* Data provided:
──────
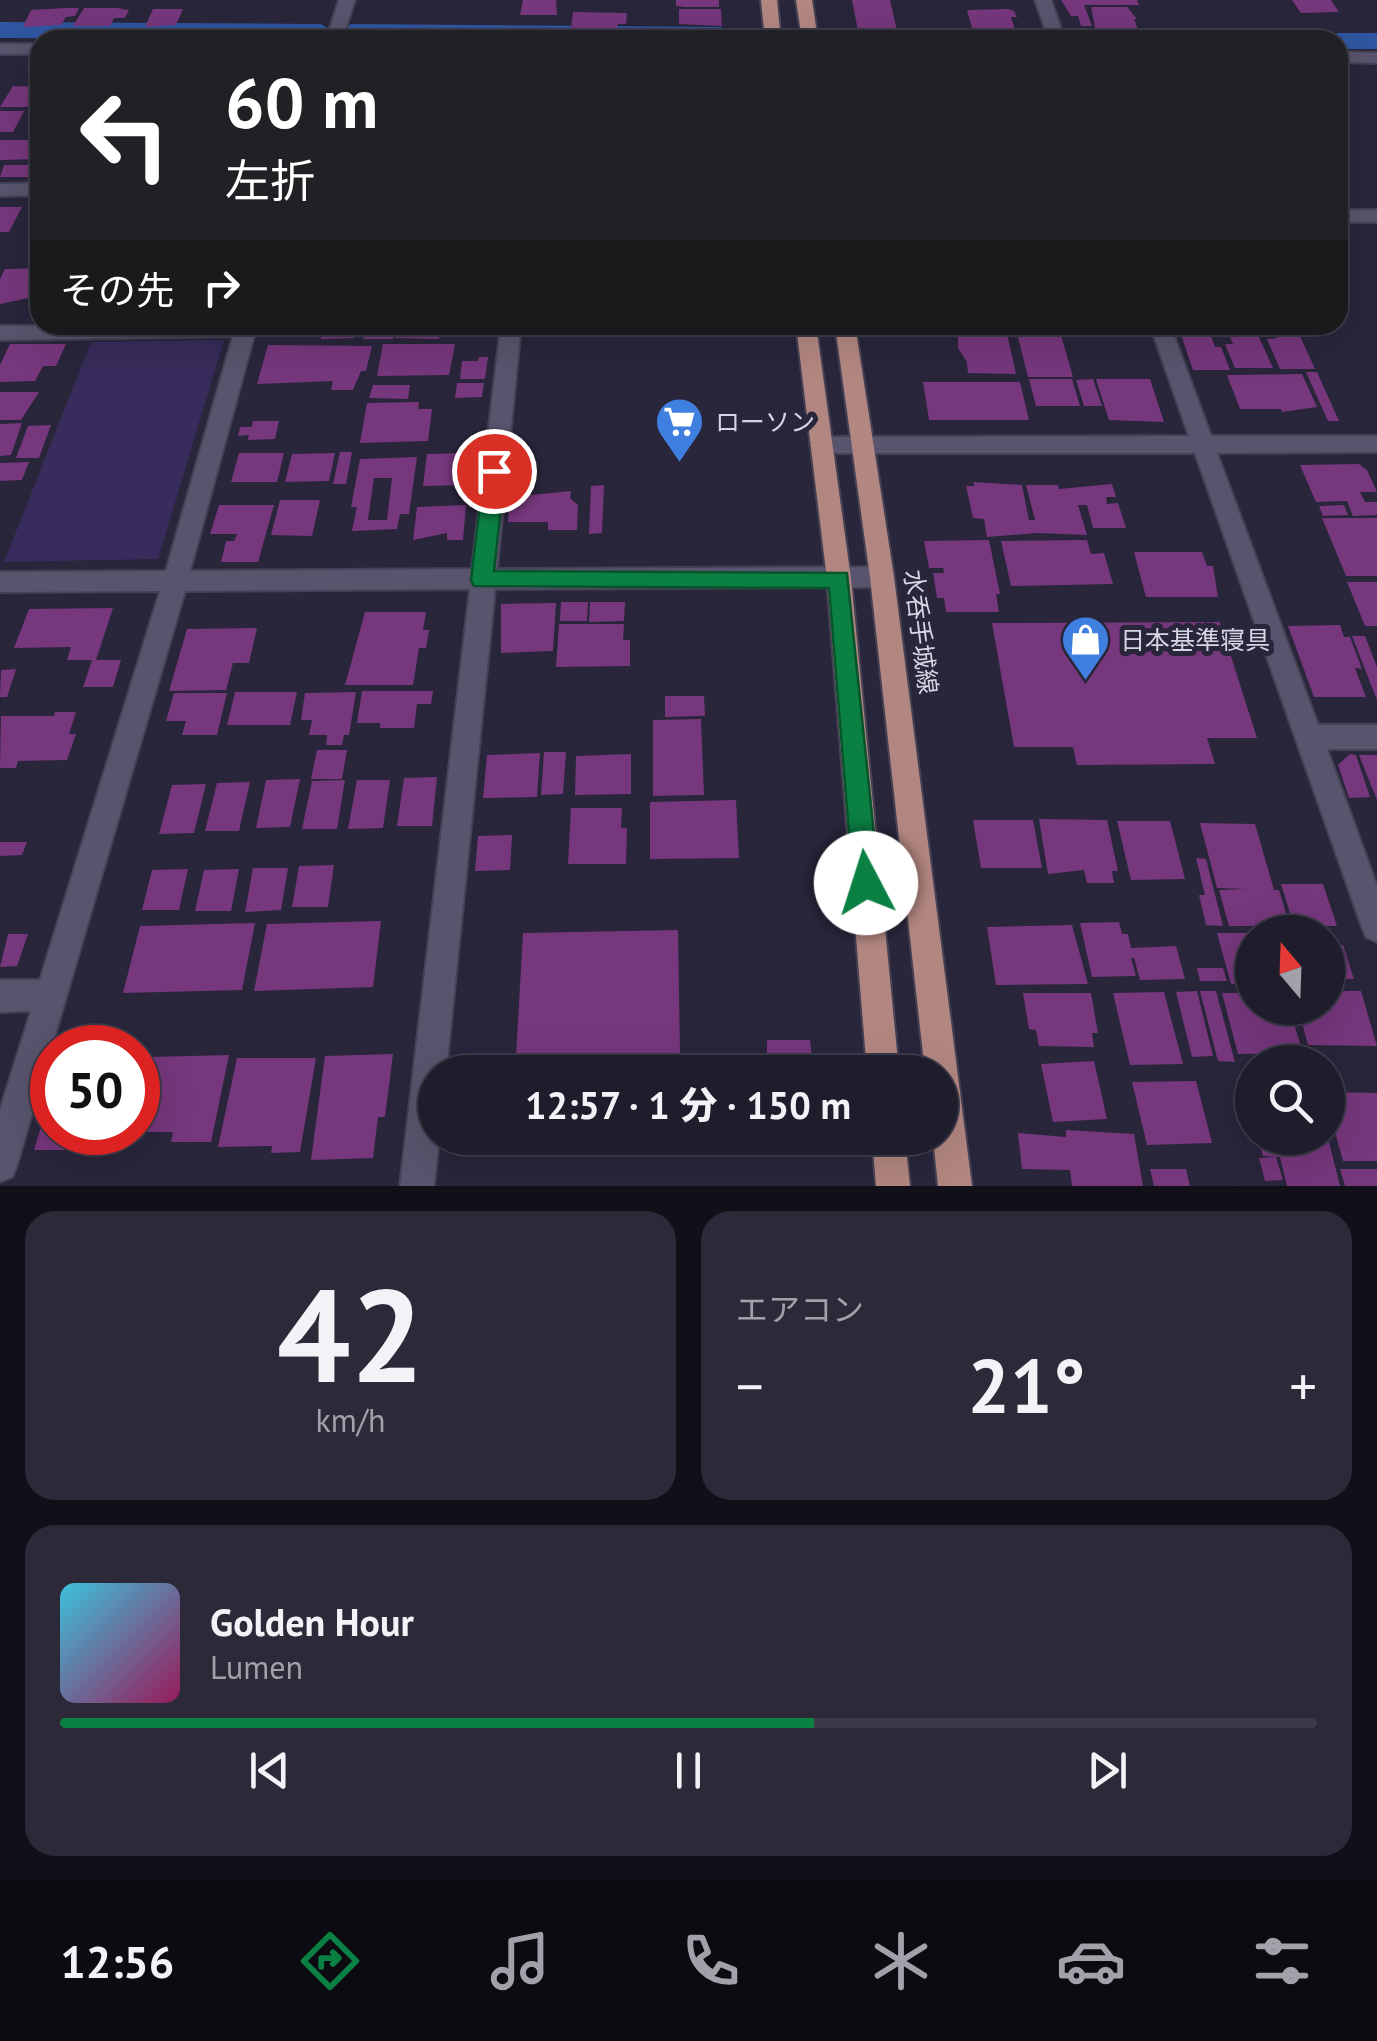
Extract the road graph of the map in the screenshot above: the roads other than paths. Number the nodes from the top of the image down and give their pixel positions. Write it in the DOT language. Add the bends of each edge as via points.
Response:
graph roads {
  1 [pos="347,0"];
  2 [pos="769,0"];
  3 [pos="804,0"];
  4 [pos="1044,0"];
  5 [pos="337,30"];
  6 [pos="771,30"];
  7 [pos="808,30"];
  8 [pos="1054,30"];
  9 [pos="0,49"];
  10 [pos="30,49"];
  11 [pos="1348,57"];
  12 [pos="1377,58"];
  13 [pos="30,189"];
  14 [pos="0,190"];
  15 [pos="1348,216"];
  16 [pos="1377,216"];
  17 [pos="30,331"];
  18 [pos="0,332"];
  19 [pos="244,335"];
  20 [pos="509,335"];
  21 [pos="807,335"];
  22 [pos="846,335"];
  23 [pos="1164,335"];
  24 [pos="860,444"];
  25 [pos="1203,444"];
  26 [pos="821,445"];
  27 [pos="1376,446"];
  28 [pos="882,577"];
  29 [pos="839,579"];
  30 [pos="482,580"];
  31 [pos="0,582"];
  32 [pos="175,582"];
  33 [pos="1308,736"];
  34 [pos="1377,738"];
  35 [pos="1377,927"];
  36 [pos="50,995"];
  37 [pos="0,996"];
  38 [pos="881,1055"];
  39 [pos="890,1155"];
  40 [pos="0,1165"];
  41 [pos="417,1186"];
  42 [pos="893,1186"];
  43 [pos="955,1186"];
  1 -- 5 [label="street"];
  2 -- 6 [label="main road"];
  3 -- 7 [label="main road"];
  4 -- 8 [label="street"];
  9 -- 10 [label="street"];
  11 -- 12 [label="street"];
  13 -- 14 [label="street"];
  15 -- 16 [label="street"];
  17 -- 18 [label="street"];
  19 -- 32 [label="street"];
  20 -- 30 [label="street"];
  21 -- 26 [label="main road"];
  22 -- 24 [label="main road, 水呑手城線"];
  23 -- 25 [label="street"];
  24 -- 25 [label="street"];
  24 -- 26 [label="street"];
  24 -- 28 [label="main road, 水呑手城線"];
  25 -- 27 [label="street"];
  25 -- 33 [label="street"];
  26 -- 29 [label="main road"];
  28 -- 29 [label="street"];
  28 -- 43 [label="main road, 水呑手城線"];
  29 -- 30 [label="street"];
  29 -- 38 [label="main road"];
  30 -- 32 [label="street"];
  30 -- 41 [label="street"];
  31 -- 32 [label="street"];
  32 -- 36 [label="street"];
  33 -- 34 [label="street"];
  33 -- 35 [label="street"];
  36 -- 37 [label="street"];
  36 -- 40 [label="street"];
  39 -- 42 [label="main road"];
}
──────
Once the lines containing "roads" in the data above are counted, give the total by itself.

2